Region’s Chabads Bringing Community Together for Pesach

To help get everyone celebrate Pesach, several Chabad centers in the region are hosting community seders.

To help get everyone celebrate Pesach, several Chabad centers in the region are hosting community seders.
Passover begins on April 22, which is when a majority of the seders will be held, said Rabbi Menachem Schmidt, executive director of both the Lubavitch House at the University of Pennsylvania and Center City Chabad.
He noted that there also will be a seder for the second night at Center City Chabad.
The community seders, which the centers in Philadelphia and surrounding counties have been doing for the past 35 years, are a way to bring the community together.
The Center City Chabad seder attracts everyone from students to senior citizens, said Schmidt.
The seders also serve as an opportunity for those who cannot make their own celebrations to still enjoy the holiday with friends and community, as well as a place for those who don’t have anywhere else to go for the holiday.
There also will be seders at the Kaiserman JCC and on campuses at local schools, including Temple University, Drexel University and Swarthmore College, among others.
These seders are important both spiritually and communally, Schmidt said.

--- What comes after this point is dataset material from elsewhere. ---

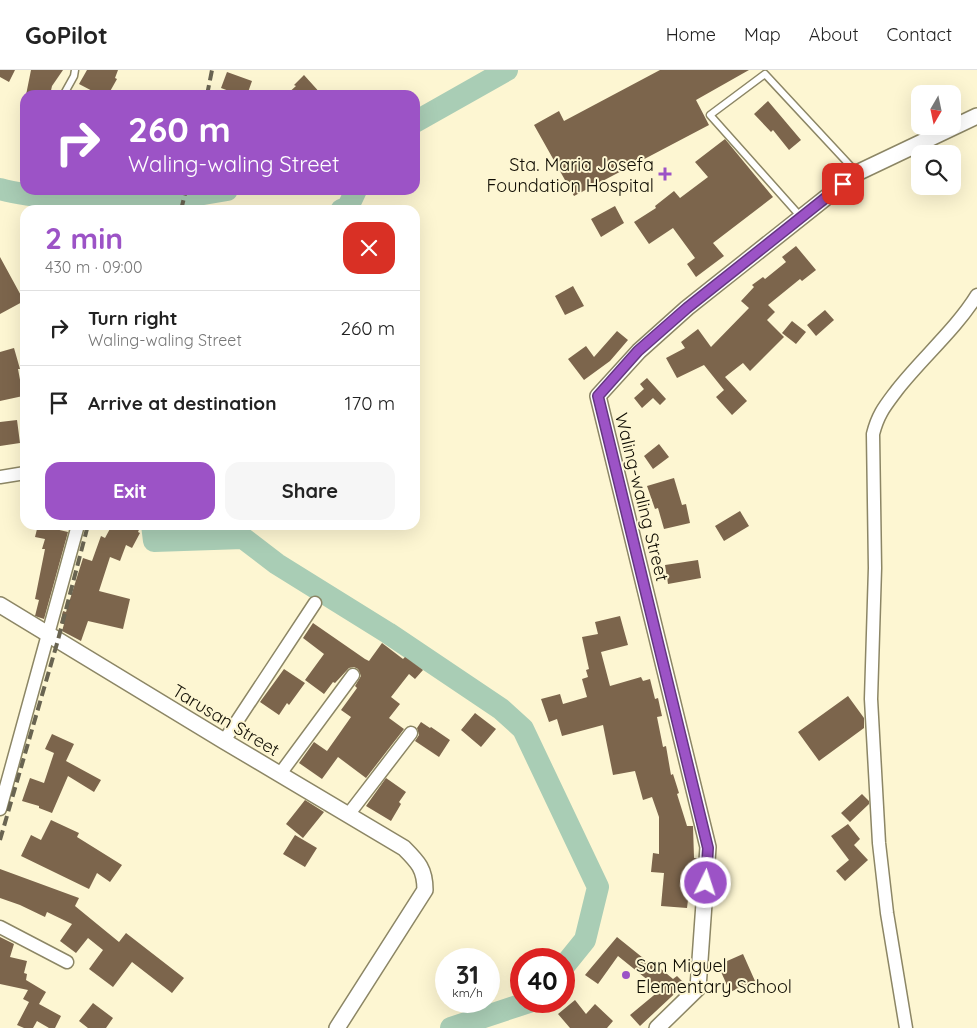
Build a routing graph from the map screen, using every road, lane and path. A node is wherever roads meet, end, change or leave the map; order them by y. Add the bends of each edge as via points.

He is looking forward to the turnout and enjoying the holiday with others.
“It’s a real feeling of community,” he said.
Chabad of the Main Line is hosting an annual community seder on the first night of Pesach, which Rabbi Shraga Sherman described as one of his favorite events.
“I love the community seder,” he said. “At the Passover seder, there’s such a cross-section of the Jewish community that sits together. There’s such an energy of everyone playing off of each other, it’s magnificent to watch.”
He is expecting about 75 to 80 people for this year’s seder, which he emphasized isn’t just a community seder.
“It’s not that I’m doing this for the community and go make my seder later, but this is my family’s seder, as well, and we really approach it as if our family expanded to 75 people tonight,” he said. “Everyone’s family. All Jews are family. We serve the food I would serve at home. There’s a tremendous amount of respect and love around the tables.”
He named a laundry list of food people can expect, from staples such as chicken and gefilte fish to beet salad and macaroons. There will also be plenty of shmurah matzah, the hand-baked matzah that is a staple of many a seder.
One of Sherman’s favorite parts is packing up leftovers from the seder for people to take home. This way, he knows that they will have food for the next few days that is also kosher for Passover.
“The same way that God redeemed all the Jewish people,” said Sherman, “every Jew has a seat at the seder. There should be no empty seats at a seder. It’s a time the Jewish people get together in the epicenter of Judaism, which is the Jewish home. And every Jew should [have] that opportunity.”